Madre japonesa busca batir récord de boxeo

Una ama de casa y madre de dos hijos tiene la esperanza de batir el récord de George Foreman como el boxeador de más edad en ganar un título de la Asociación Mundial de Boxeo.

Image caption Izaki dice que lloró la primera vez que le pegó a una mujer en el cuadrilátero.

Kazumi Izaki tiene 45 años y 11 meses, dos meses más que Foreman cuando logró el título en peso pesado.

Izaki es ya la boxeadora profesional de más edad de Japón, luego de entrar al profesionalismo en 2008 haciendo malabares para entrenarse y cuidar a sus niños al mismo tiempo.

Se levanta temprano cada mañana para andar en bicicleta y preparar el almuerzo para sus dos hijas, y cada noche cocina para su familia antes de ir al gimnasio a entrenar.

Tenía que pelear con la mexicana Ana María Torres, de 29 años, por el campeonato en la categoría supermosca en febrero, pero el Consejo Mundial de Boxeo (CMB) canceló la pelea por cuestionamientos acerca de su edad.

"Frenaron la pelea por mi edad, porque estaban preocupados", explicó Izaki.

El CMB declaró que estaba preocupado porque la boxeadora pudiera quedar lastimada con los duros golpes de la competidora mexicana.

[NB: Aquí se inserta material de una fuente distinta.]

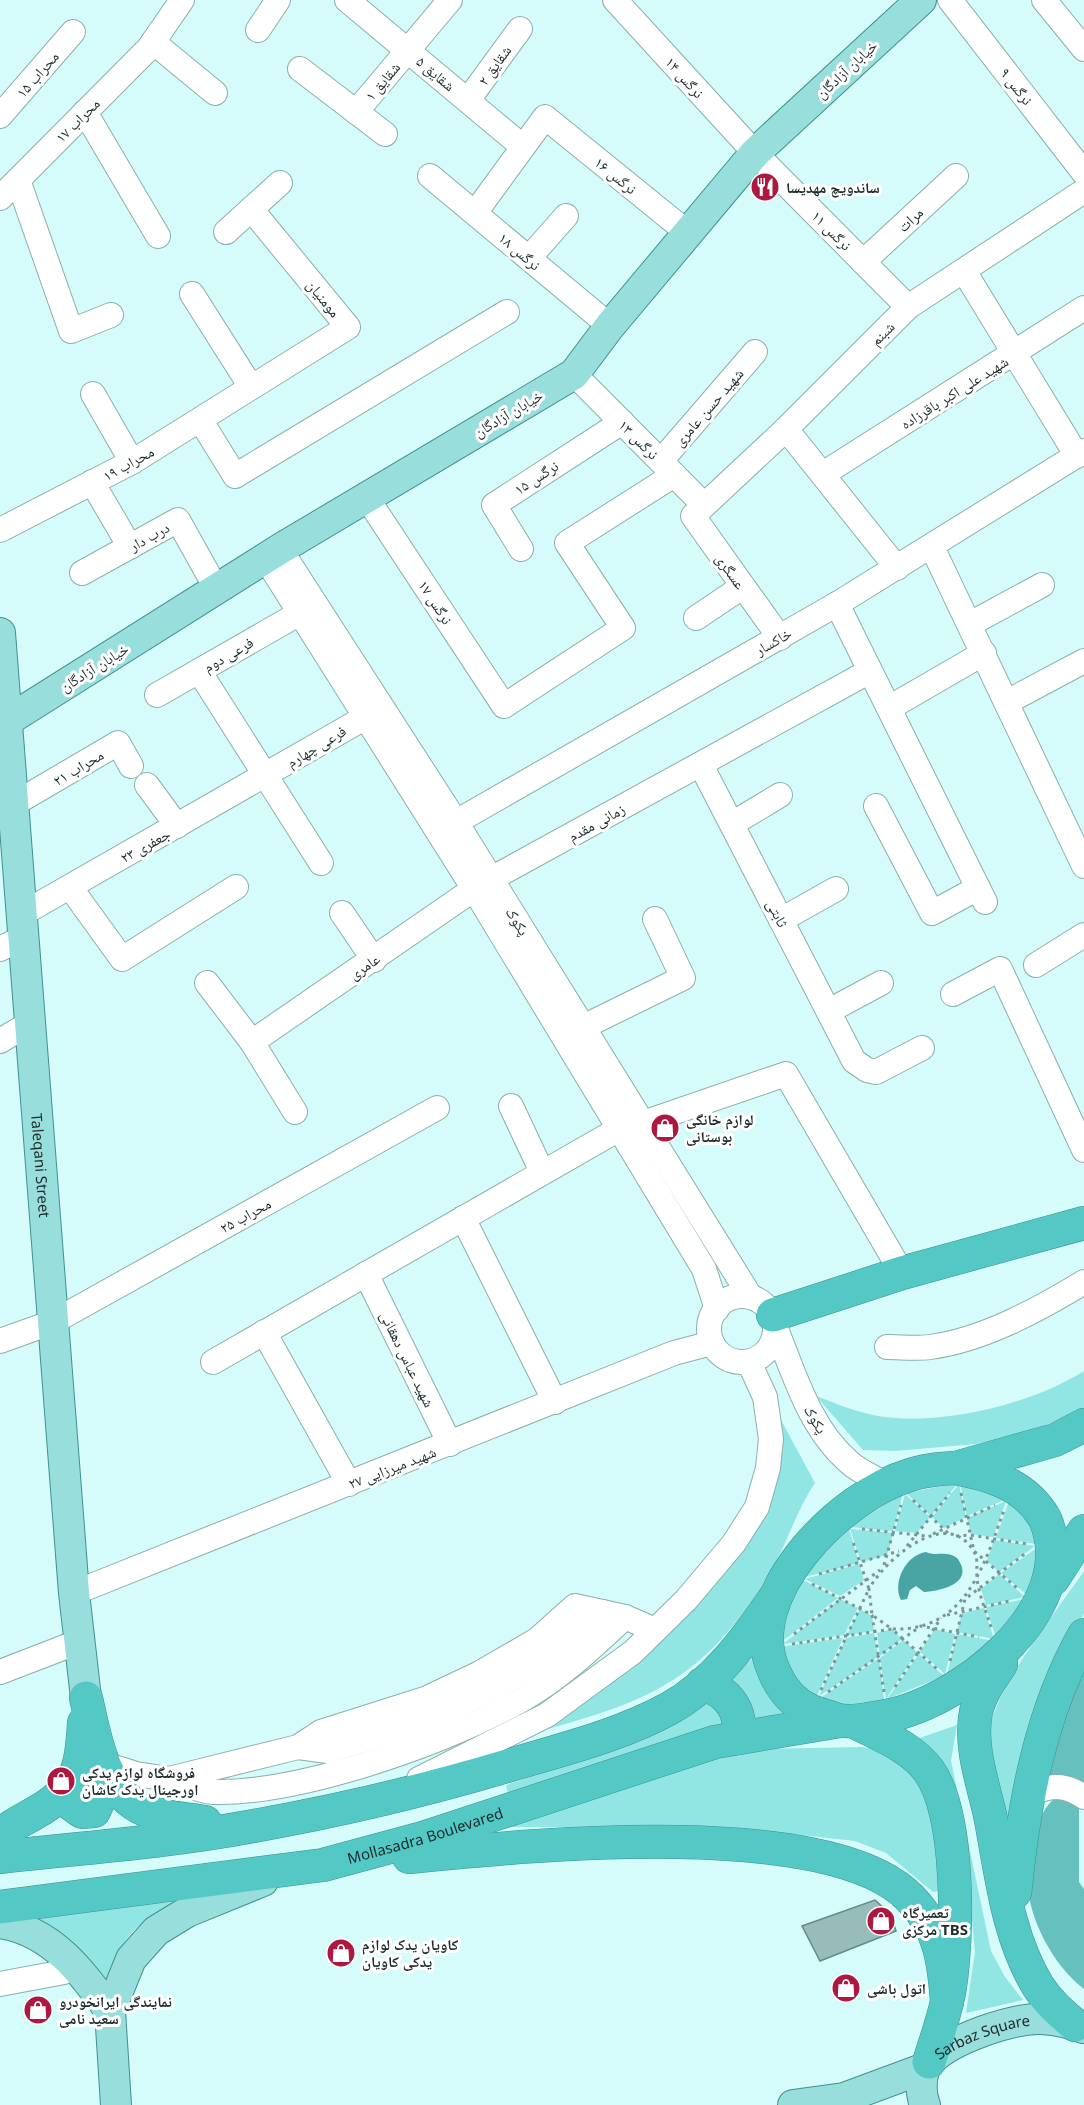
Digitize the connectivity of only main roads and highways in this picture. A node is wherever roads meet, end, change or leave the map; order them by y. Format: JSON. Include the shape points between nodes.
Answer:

Izaki se asombró con esa decisión, ya que antes le habían permitido entrar al profesionalismo, y ella considera que su preocupación no tiene asidero.

"Llegará la oportunidad"

Sus entrenadores en el gimnasio ahora están haciendo campaña para que el CMB revierta su decisión, y le han enviado un video con el que esperan que sus miembros se convenzan de su fuerza y estado físico.

Si el CMB le permite seguir peleando, Izaki espera tener otra oportunidad de conseguir el título -y de hacer historia- en junio o julio de este año.

"Si puedo pelear, estaré desafiando el récord mundial de George Foreman de la persona de más edad en conseguir un título", dijo.

"Creo que llegará la oportunidad y tendré la chance de intentarlo de nuevo, eso espero", indicó.

Pero batir el récord de Foreman no es su principal motivación: la deportista tiene sus ojos puestos en la corona de supermosca.

"Tengo la ambición de ir por el título; no es tanto por el récord", señaló.

Lloró la primera vez

Izaki, una ex instructora de aerobics, se interesó en el boxeo 11 años atrás cuando enseñaba boxing en el gimnasio.

Empezó a boxear en 2001 y, en el comienzo, asegura, la idea de lastimar a la otra persona le parecía muy desagradable.

Admite que hasta lloró la primera vez que golpeó a otra mujer.

Desde entonces, se ha fortalecido considerablemente pero, irónicamente, todavía afirma que no le gusta pegarle a su contrincante.

"No considero que realmente esté pegándole a alguien, pero es una pelea, y la defensa, como la lucha, viene con ella", aseveró.